Fico aqui com três exemplos e seus equívocos e desgastes
Teen – palavra que identifica adolescentes de 10 a 19 anos, mas que a FSP, ao usá-la, indistinguiu as faixas etárias , estendendo-a de 0 até o final da adolescência, que termina por volta dos 23 anos. Chegou mesmo a criar um caderno teen para abarcar toda essa indistinção. Hoje teen está em desuso no próprio jornal
Ombudsman – a incorporação pelo jornal da palavra ombudsman deu origem a duas quedas de braço: 1) o jornal teimou, por meses, ser a palavra “genuinamente” inglesa; não é, a palavra é sueca e 2) há uma palavra em português que define a função – ouvidoria. Mas o jornal teima em manter posição, argumentando que elas definem funções distintas. Não definem! Identificam a mesma função: ouvir/ler e relatar.
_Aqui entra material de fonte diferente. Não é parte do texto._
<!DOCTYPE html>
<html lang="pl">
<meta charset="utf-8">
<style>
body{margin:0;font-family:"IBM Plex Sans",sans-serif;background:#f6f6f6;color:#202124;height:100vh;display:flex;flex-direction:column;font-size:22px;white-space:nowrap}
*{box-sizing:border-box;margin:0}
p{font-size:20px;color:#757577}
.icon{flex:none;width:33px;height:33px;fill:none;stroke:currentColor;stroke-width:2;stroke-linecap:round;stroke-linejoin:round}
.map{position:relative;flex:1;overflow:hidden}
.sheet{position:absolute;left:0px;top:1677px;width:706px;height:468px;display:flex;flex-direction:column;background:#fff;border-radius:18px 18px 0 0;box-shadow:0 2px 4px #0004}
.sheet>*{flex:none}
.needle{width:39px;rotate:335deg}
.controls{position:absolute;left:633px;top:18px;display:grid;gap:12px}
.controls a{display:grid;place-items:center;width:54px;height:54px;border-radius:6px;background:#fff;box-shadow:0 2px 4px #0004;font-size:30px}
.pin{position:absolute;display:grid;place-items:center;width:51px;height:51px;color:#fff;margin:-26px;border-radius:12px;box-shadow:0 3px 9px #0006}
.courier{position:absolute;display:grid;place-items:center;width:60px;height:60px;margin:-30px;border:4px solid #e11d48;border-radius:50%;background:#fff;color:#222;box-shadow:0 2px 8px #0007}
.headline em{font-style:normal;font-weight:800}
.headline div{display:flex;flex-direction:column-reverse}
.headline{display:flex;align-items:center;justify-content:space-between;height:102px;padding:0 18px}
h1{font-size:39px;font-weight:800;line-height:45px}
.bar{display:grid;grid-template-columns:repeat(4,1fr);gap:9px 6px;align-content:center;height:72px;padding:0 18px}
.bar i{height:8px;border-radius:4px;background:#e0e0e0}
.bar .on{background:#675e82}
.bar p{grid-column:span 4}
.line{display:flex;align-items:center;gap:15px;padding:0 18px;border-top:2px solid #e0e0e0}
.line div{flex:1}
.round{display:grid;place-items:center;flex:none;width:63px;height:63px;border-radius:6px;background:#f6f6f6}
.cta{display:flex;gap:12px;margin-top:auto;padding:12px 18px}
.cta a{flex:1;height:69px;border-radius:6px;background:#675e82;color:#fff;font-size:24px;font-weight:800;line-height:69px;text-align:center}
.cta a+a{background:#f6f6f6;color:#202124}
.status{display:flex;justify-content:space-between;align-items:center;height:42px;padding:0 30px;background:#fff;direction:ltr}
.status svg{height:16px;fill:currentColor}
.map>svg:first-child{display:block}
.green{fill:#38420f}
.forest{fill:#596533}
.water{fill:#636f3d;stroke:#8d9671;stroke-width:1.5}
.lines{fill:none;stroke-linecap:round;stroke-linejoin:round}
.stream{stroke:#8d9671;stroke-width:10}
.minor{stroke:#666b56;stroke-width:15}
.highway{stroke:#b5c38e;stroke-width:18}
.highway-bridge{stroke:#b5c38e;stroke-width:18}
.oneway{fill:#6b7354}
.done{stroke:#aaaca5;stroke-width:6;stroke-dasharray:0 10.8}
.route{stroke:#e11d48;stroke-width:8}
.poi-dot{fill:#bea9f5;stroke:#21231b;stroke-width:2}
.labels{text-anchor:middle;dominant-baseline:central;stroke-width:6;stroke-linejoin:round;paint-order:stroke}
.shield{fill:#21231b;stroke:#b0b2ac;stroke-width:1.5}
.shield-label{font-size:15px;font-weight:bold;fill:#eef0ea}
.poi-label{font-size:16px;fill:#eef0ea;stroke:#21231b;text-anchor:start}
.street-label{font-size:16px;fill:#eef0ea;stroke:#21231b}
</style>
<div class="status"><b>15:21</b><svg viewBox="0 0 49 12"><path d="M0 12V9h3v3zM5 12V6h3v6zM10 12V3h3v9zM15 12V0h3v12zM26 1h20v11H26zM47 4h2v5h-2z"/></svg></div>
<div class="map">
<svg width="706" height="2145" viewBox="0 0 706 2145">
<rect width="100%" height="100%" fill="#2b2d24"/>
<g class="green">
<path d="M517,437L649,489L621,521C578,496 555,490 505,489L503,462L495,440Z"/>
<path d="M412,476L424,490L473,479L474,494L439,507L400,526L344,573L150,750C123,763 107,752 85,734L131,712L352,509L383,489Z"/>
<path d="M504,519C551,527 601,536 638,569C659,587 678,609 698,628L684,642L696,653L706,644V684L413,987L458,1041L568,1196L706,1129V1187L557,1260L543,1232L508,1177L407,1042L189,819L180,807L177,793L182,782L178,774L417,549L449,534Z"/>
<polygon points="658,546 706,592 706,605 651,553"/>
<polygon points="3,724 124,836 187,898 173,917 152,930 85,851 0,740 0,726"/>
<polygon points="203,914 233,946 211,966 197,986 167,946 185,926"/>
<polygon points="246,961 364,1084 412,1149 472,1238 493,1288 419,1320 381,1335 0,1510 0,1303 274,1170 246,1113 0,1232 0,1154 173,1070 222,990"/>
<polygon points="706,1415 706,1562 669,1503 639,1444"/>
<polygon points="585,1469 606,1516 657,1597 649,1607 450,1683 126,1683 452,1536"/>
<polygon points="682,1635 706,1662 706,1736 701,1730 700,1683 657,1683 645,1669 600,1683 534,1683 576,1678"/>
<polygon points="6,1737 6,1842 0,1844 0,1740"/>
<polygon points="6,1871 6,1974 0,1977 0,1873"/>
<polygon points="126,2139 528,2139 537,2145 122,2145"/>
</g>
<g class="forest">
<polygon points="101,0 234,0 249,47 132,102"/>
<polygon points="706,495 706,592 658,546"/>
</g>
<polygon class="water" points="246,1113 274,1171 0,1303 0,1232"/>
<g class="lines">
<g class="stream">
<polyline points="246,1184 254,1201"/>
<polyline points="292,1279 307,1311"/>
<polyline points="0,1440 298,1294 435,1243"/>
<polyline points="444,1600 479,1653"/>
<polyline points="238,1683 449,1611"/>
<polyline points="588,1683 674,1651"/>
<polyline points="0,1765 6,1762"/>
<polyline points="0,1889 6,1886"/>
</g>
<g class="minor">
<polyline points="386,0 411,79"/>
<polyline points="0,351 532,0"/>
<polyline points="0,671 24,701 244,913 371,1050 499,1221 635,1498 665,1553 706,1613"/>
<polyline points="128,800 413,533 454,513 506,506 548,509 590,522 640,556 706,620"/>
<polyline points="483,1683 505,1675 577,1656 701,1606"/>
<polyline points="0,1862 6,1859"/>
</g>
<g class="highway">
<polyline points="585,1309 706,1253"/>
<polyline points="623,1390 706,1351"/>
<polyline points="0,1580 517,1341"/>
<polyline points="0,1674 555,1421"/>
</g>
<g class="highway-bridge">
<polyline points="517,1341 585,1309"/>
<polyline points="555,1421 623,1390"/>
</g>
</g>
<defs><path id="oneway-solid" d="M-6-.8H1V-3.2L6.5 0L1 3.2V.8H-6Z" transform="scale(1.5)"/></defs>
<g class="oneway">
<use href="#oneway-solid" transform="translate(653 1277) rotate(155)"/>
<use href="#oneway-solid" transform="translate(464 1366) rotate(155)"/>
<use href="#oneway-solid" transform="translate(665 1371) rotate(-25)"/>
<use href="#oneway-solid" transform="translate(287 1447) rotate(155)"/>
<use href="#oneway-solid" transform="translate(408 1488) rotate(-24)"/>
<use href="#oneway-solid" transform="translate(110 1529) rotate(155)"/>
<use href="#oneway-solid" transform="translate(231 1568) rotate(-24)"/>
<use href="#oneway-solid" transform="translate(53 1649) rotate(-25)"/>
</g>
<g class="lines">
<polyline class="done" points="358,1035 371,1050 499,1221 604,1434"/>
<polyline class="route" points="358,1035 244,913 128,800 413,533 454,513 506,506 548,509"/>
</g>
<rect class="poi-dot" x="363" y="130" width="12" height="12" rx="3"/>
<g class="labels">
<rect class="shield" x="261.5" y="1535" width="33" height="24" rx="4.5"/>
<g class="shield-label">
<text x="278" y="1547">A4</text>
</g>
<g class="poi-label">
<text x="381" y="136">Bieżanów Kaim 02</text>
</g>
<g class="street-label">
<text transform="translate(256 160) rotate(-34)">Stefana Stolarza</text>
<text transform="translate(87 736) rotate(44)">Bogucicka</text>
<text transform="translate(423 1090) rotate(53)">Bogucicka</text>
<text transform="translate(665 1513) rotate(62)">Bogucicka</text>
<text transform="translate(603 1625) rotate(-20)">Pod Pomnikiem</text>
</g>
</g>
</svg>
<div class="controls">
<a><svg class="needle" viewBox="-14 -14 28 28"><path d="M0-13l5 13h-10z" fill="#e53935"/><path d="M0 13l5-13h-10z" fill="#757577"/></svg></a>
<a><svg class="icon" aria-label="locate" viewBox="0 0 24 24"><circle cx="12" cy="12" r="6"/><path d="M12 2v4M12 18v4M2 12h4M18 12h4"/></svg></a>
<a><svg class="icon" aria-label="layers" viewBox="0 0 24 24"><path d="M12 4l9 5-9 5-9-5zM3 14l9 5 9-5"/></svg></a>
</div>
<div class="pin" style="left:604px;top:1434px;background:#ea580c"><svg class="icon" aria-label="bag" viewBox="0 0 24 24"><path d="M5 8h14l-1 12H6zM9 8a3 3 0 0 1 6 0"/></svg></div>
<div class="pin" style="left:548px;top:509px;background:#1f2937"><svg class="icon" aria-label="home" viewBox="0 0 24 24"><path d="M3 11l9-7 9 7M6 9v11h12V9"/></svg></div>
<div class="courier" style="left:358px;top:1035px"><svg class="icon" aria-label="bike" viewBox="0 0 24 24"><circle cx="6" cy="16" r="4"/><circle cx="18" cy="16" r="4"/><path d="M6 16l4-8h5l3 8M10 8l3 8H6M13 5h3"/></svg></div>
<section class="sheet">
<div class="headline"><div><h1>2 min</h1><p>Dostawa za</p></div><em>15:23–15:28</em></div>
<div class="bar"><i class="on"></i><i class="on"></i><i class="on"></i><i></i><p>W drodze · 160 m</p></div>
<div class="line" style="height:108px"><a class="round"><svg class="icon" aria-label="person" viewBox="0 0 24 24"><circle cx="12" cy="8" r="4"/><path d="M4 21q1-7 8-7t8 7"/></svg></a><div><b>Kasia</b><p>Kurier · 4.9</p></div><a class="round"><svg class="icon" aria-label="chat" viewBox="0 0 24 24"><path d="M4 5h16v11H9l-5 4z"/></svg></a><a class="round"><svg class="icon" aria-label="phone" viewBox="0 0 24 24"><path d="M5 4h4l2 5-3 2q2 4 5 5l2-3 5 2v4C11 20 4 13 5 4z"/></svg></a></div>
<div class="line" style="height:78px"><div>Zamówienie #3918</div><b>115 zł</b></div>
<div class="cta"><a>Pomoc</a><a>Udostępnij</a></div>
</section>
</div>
Impeachment – o uso do instituto legal do impeachment no Brasil é mais antigo do que se imagina, mas voltou às manchetes dos jornais por conta de Fernando Collor de Mello. Não foram poucos aqueles que cobraram o uso da palavra impedimento em lugar de impeachment. Mais uma vez a Folha de São Paulo foi à luta para provar que a palavra importada dos Estados Unidos era mais correta que o uso de impedimento, posto se referisse, única e exclusivamente, ao impedimento (via Congresso Nacional) de uma dada função na República, e que a portuguesa impedimento tem múltiplos usos, que vão desde a regra do futebol, por exemplo, até o ato de impedir alguém de fazer alguma coisa. Bobagem! As palavras, em suas respectivas línguas, têm as mesmas funções determinantes e definidoras.
Neste último caso, seja qual for resultado do processo contra Dilma Rousseff, o impeachment ou o impedimento definem um golpe parlamentar.